1.2 From sources across Scottish public life, and indeed across the UK, the view has been expressed that the social economy has up to now been an under-used resource in terms of its potential to deliver effective public services, both because it is currently under-developed in its capacity to deliver services and because its potential is not adequately appreciated by bodies responsible for organising the delivery of such services. There is a broader recognition too, of the important role which social economy organisations can play in supporting the development of communities, particularly in deprived areas. This has implications for a number of the Executive's key policy agendas including community planning, community regeneration and environmental justice. The purpose of this review, therefore, is to assess the social economy's potential to contribute to the achievement of key Scottish Executive objectives and to identify how the Executive and other public sector and independent agencies might help the sector to realise its potential.

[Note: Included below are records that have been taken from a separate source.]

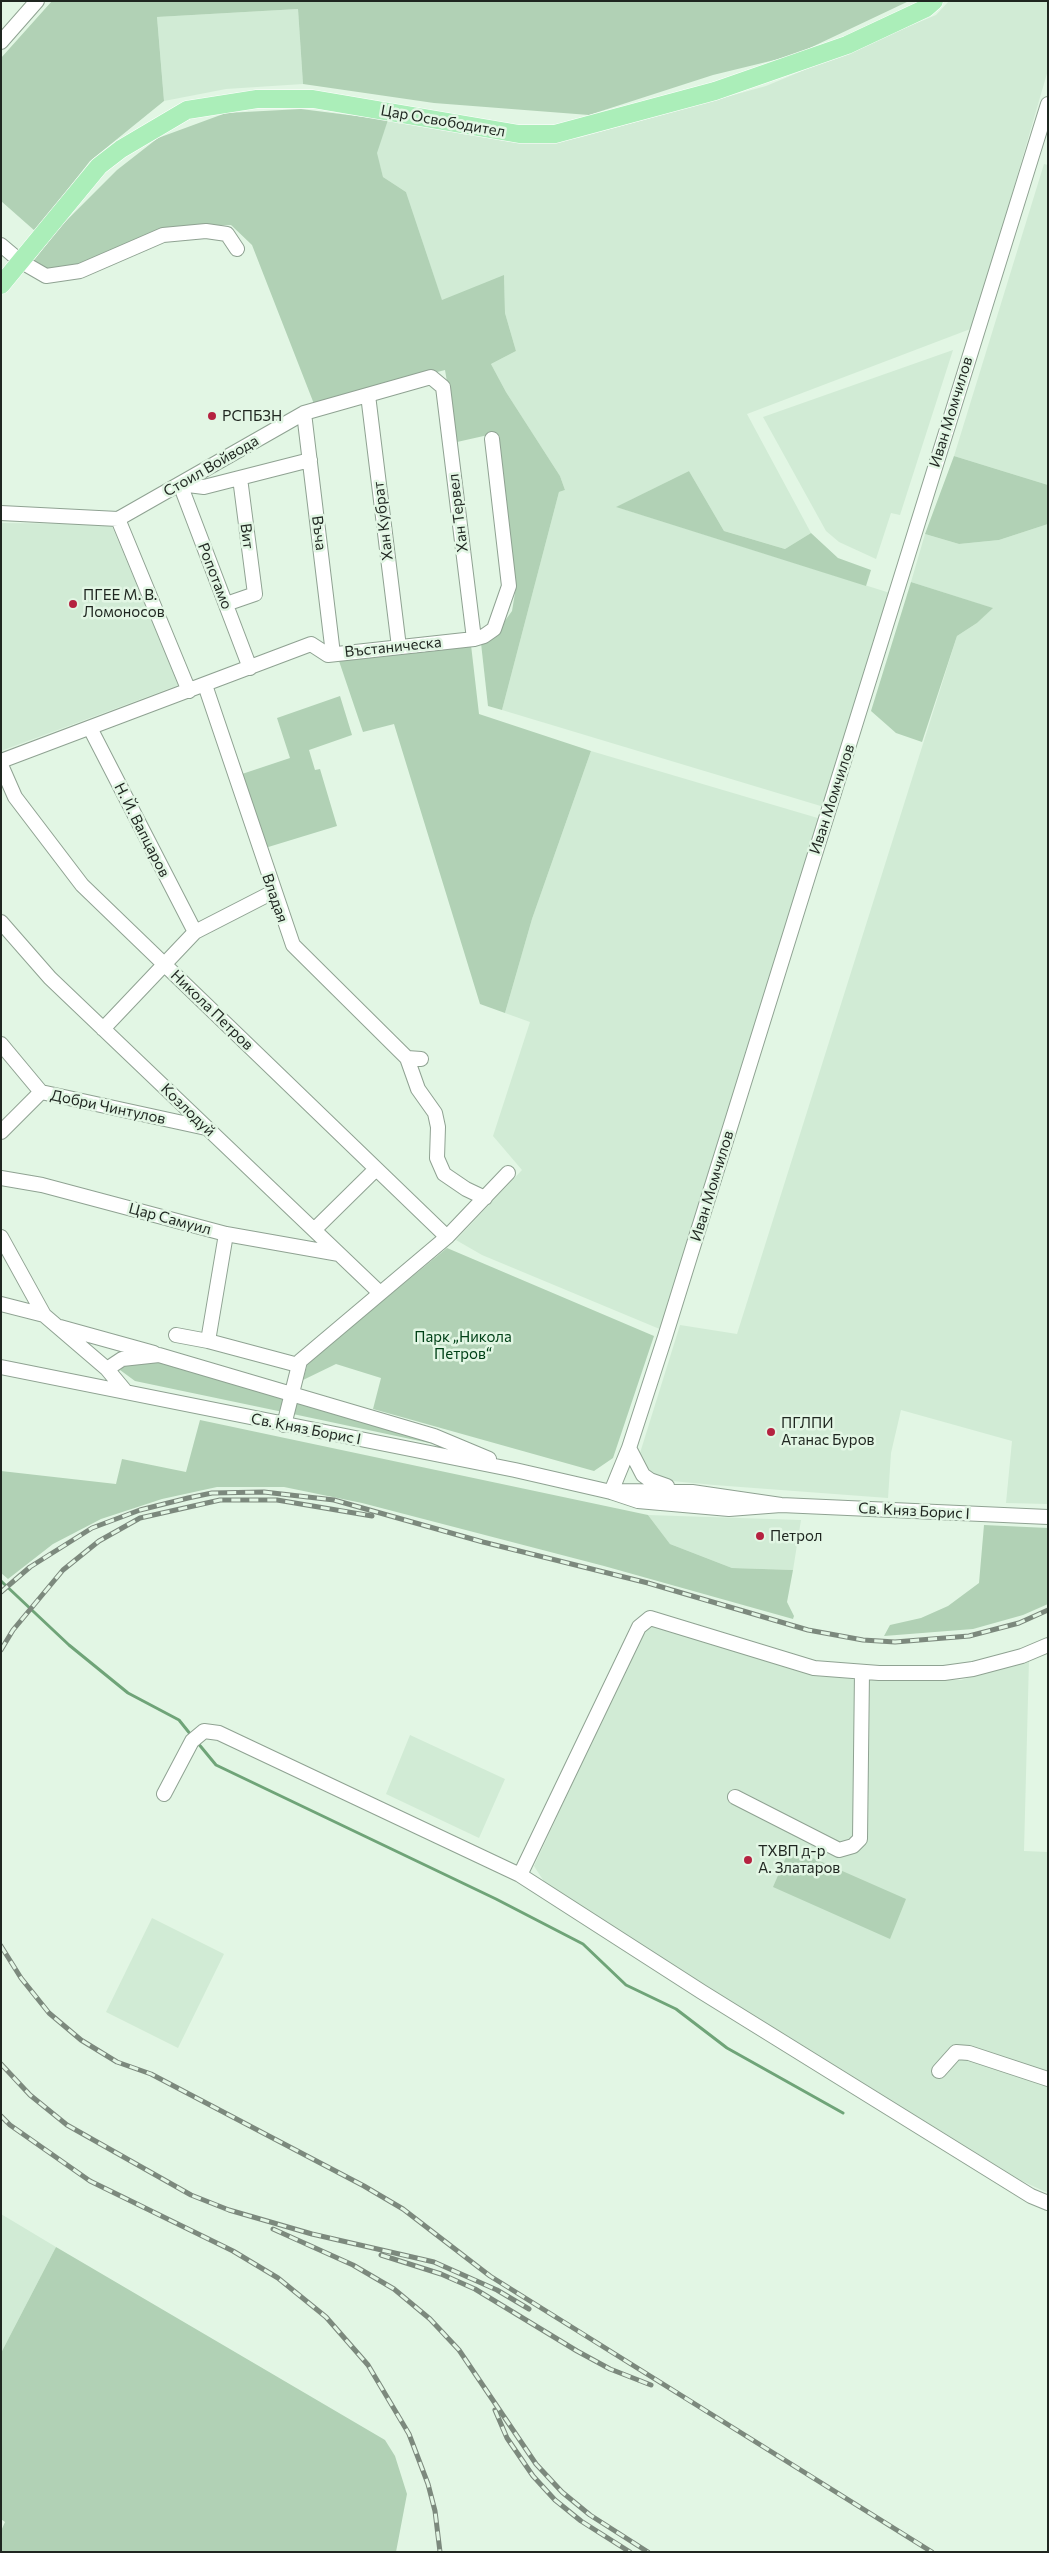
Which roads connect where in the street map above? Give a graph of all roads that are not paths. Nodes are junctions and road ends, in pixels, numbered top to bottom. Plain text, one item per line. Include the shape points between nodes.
1 (37, 1) edge
2 (934, 1) edge
3 (1, 42) edge
4 (1048, 104) edge
5 (1, 244) edge
6 (237, 249) dead end
7 (20, 261) junction
8 (1, 285) edge
9 (443, 387) joint
10 (368, 395) junction
11 (304, 413) junction
12 (492, 439) dead end
13 (310, 460) junction
14 (240, 478) junction
15 (180, 484) junction
16 (1, 513) edge
17 (118, 519) junction
18 (226, 604) junction
19 (474, 639) junction
20 (399, 647) junction
21 (333, 654) junction
22 (250, 668) junction
23 (205, 685) junction
24 (189, 691) junction
25 (90, 728) junction
26 (1, 761) edge
27 (1, 765) edge
28 (273, 892) junction
29 (1, 922) edge
30 (195, 932) junction
31 (164, 964) junction
32 (103, 1029) junction
33 (1, 1044) edge
34 (407, 1058) junction
35 (421, 1059) dead end
36 (41, 1092) junction
37 (206, 1128) junction
38 (1, 1132) edge
39 (376, 1169) junction
40 (508, 1173) dead end
41 (1, 1178) edge
42 (486, 1198) junction
43 (314, 1230) junction
44 (226, 1234) junction
45 (1, 1237) edge
46 (447, 1237) junction
47 (340, 1254) junction
48 (380, 1293) junction
49 (1, 1304) edge
50 (44, 1315) junction
51 (59, 1326) junction
52 (176, 1336) dead end
53 (208, 1341) junction
54 (159, 1355) junction
55 (298, 1365) junction
56 (1, 1367) edge
57 (107, 1369) junction
58 (126, 1392) junction
59 (292, 1394) junction
60 (284, 1425) junction
61 (629, 1448) junction
62 (515, 1470) junction
63 (611, 1492) junction
64 (692, 1492) junction
65 (781, 1505) junction
66 (1048, 1517) edge
67 (1048, 1645) edge
68 (862, 1672) junction
69 (164, 1794) dead end
70 (735, 1797) dead end
71 (520, 1874) junction
72 (939, 2071) dead end
73 (1048, 2079) edge
74 (1048, 2203) edge

1 - 3 street
2 - 7 main road, Цар Освободител via 926,8 828,52 715,92 554,134 519,134 313,100 257,99 187,110 121,149 99,166
4 - 61 street, Иван Момчилов
5 - 7 street
6 - 7 street via 227,234 206,231 162,235 80,271 60,275 46,276
7 - 8 main road, Цар Освободител
9 - 10 street, Стоил Войвода via 431,377
9 - 19 street, Хан Тервел
10 - 11 street, Стоил Войвода
10 - 20 street, Хан Кубрат
11 - 13 street, Въча
11 - 15 street, Стоил Войвода
12 - 19 street, Въстаническа via 509,586 494,629
13 - 14 street
13 - 21 street, Въча
14 - 15 street via 204,487
14 - 18 street, Вит via 255,594
15 - 17 street, Стоил Войвода
15 - 18 street, Ропотамо
16 - 17 street
17 - 24 street
18 - 22 street, Ропотамо
19 - 20 street, Въстаническа
20 - 21 street, Въстаническа
21 - 22 street, Въстаническа via 328,656 311,644
22 - 23 street, Въстаническа
23 - 24 street, Въстаническа
23 - 28 street, Владая
24 - 25 street, Въстаническа
25 - 26 street, Въстаническа
25 - 30 street, Н. Й. Вапцаров
27 - 31 street, Никола Петров via 15,797 82,885
28 - 30 street
28 - 34 street, Владая via 292,945
29 - 32 street, Козлодуй via 50,978
30 - 31 street
31 - 32 street
31 - 39 street, Никола Петров
32 - 37 street, Козлодуй
33 - 36 street, Добри Чинтулов
34 - 35 street
34 - 42 street via 418,1089 435,1113 437,1158 444,1174
36 - 37 street, Добри Чинтулов
36 - 38 street
37 - 43 street, Козлодуй
39 - 43 street
39 - 46 street, Никола Петров
40 - 42 street
41 - 44 street, Цар Самуил via 42,1185
42 - 46 street
43 - 47 street, Козлодуй
44 - 47 street, Цар Самуил
44 - 53 street
45 - 50 street
46 - 48 street
47 - 48 street, Козлодуй
48 - 55 street
49 - 50 street
50 - 51 street
51 - 54 street
51 - 57 street
52 - 53 street
53 - 55 street
54 - 57 street via 122,1359
54 - 59 street
55 - 59 street
56 - 58 street, Св. Княз Борис I
57 - 58 street
58 - 60 street, Св. Княз Борис I
59 - 60 street
59 - 62 street via 434,1436
60 - 62 street, Св. Княз Борис I
61 - 63 street, Иван Момчилов
61 - 64 street via 640,1470 650,1480
62 - 63 street, Св. Княз Борис I
63 - 64 street, Св. Княз Борис I
63 - 65 street, Св. Княз Борис I via 638,1500 729,1509
64 - 65 street, Св. Княз Борис I
65 - 66 street, Св. Княз Борис I
67 - 68 street via 1022,1656 973,1669
68 - 70 street via 860,1839 853,1846 839,1850
68 - 71 street via 814,1668 650,1618 639,1627
69 - 71 street via 192,1741 204,1731 218,1733
71 - 74 street via 710,1997 1031,2196
72 - 73 street via 956,2052 969,2053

What is the Social Economy?
1.3 There is a very long history of organisations which are independent of the State providing services to citizens - services which complement and/or meet gaps in public service provision. Such organisations can take many forms - from private sector companies, to other corporate firms, such as mutuals or social firms, to charities, to small, local community groups. Organisations have sometimes operated on their own initiative and to their own agenda without any direct engagement with the State or local government in terms of the services they provide or in the funding of those services. But there is a tradition also of public (i.e. State or local government) involvement with the delivery of such services, for example through the provision of support funding of the provider organisation or through the direct commissioning of services from that organisation.
1.4 Both the Scottish Executive and the wider public sector in Scotland engage with many different types of organisation in many different ways to achieve the delivery of policy agendas. While many of these relationships are with private sector providers, normally on a commercial basis, or with public sector organisations, there is also a significant level of interaction with a wide range of independent service-provider organisations which are constituted largely or partly with social objectives in mind. These organisations are categorised broadly as the social economy.
1.5 In the same way that there is no absolute definition of the public or private sectors (there are, increasingly, as old barriers break down, hybrid organisations or organisations which don't quite fit with any traditional view), so there is no generally agreed definition of the social economy. There is a spectrum of economic activity within the voluntary sector ranging from the small and locally focused to the activities of major not-for-profit businesses with turnovers running into millions of pounds. But in the same way as there is a broad recognition of what is meant by the public or private sectors, so on a general 'family resemblance' principle it is possible to reach a reasonable understanding of what constitutes the social economy.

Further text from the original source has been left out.